SOS - Safe Operation Stop function

General function description

The SOS function monitors the drive at standstill with active position control (performed by the standard (non-safety-related) controller) and position monitoring (performed by the Safety Module).

The SOS function prevents the motor from deviating more than a defined amount from the stopped position (device parameter SOS_PositionTolerance[sTol] (see below), shown as S_Tol in the graphic below). The drive module provides energy to the motor to enable it to resist external forces.

Monitoring by the safety-related FB/Safety Module

The request of the safety-related function occurs at the beginning of the t₁ time interval ('S_SOS_Request' signal in the diagram). t₁ is set with the device parameter SOS_StartDelayTime[t1].

Within the t₁ time interval, the standard (non-safety-related) controller also receives the request from the connected process and initiates the motion control function according to the logic and drive parameterization defined in the standard (non-safety-related) application.

After t₁ has elapsed, position S₀ is captured and SOS is monitored.

SOS performs a safe standstill monitoring. The position control remains in operation. Thus, the motor can deliver full torque to maintain the current position. The actual position will be monitored and must remain within the parameterized position tolerance values (S_Tol).

If the parameterized S_Tol values are not exceeded after t₁, the function block switches S_SOS_SafetyActive to SAFETRUE.

Fallback function

If the standstill monitoring detects that the position deviates more than the defined position tolerance from the standstill position (S_Tol in the figure), the STO function is automatically executed as the fallback function.

Application

SOS is useful for applications where machines for specific operations or parts of the machinery must stay at standstill where the drive must provide a holding torque. The method of the drive is to provide power to the motor to counter any torque applied from external forces.

Relevant Safety Module device parameters

How to edit the relevant safety-related device parameters: In the EcoStruxure Machine Expert - Safety 'Devices' window, ...

Left-click the Safety Module in the devices tree.
In the Device Parameterization editor on the right, scroll to the relevant parameter section (see table heading below).
Specify the parameters listed in the table below for this safety-related function.

NOTE:

For the most part, the parameters entered here are monitoring parameters. They define the monitoring behavior and thus determine if a safety-related function is executed as defined or if a fallback function is to be executed due to error detection. The actual drive parameterization (such as deceleration parameters, etc.) is defined by you in EcoStruxure Machine Expert. See topic "Functional description".

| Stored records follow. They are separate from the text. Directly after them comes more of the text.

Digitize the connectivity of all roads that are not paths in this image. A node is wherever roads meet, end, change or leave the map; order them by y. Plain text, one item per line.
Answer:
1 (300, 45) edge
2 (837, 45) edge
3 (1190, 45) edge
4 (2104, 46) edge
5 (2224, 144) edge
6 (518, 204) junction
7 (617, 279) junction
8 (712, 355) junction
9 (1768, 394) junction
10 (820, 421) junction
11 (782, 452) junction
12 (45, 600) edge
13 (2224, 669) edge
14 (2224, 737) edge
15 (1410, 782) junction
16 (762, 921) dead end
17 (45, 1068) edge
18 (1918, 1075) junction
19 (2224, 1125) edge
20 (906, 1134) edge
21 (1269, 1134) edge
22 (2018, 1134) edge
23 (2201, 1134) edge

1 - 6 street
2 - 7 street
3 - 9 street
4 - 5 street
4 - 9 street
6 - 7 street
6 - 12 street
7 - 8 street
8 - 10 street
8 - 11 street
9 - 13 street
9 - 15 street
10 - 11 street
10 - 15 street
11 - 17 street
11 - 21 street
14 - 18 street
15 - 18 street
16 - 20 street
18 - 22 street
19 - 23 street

For detailed information on the value ranges and default values for these parameters, refer to the corresponding chapter for the safety module used in the "Safety Module Parameters and Process Data Items" guide.

Parameter section: Safe_Operating_Stop

SOS_StartDelayTime[t1]

Delay time after which the monitoring of the safety-related function is started.

This value must correspond to the time period, the entire motion control system needs to react, i.e., the time after which the standard (non-safety-related) controller is able to initiate the requested safety-related function after receiving the request coded as process data control word via the SERCOS bus.

The value set here must be equal or greater than the entire system response time including the standard system response time. The value must not be smaller than the shortest possible total response time of the involved components, i.e., the earliest point in time, when the drive is able to decelerate.

SOS_PositionTolerance[sTol]

Allowed deviation from the monitored standstill position (S_Tol in the figure above). If the deviation exceeds the defined value, the STO function is activated as the fallback function.

WARNING

NON-CONFORMANCE TO SAFETY FUNCTION REQUIREMENTS

Verify that the device parameters for the Safety Module correspond to your risk analysis.

Be sure that your risk analysis includes an evaluation for setting incorrectly device parameter values.

Validate the overall safety-related function with regard to the set device parameter values and thoroughly test the application.

Failure to follow these instructions can result in death, serious injury, or equipment damage.

Relevant FB inputs/outputs and bit in status word

Function monitoring request via FB input S_SOS_Request = SAFEFALSE

Function status indication via FB output S_SOS_SafetyActive (SAFETRUE = safety-related function activated)

and bit 3 in the DWORD output at AxisStatus (TRUE = safety-related function activated).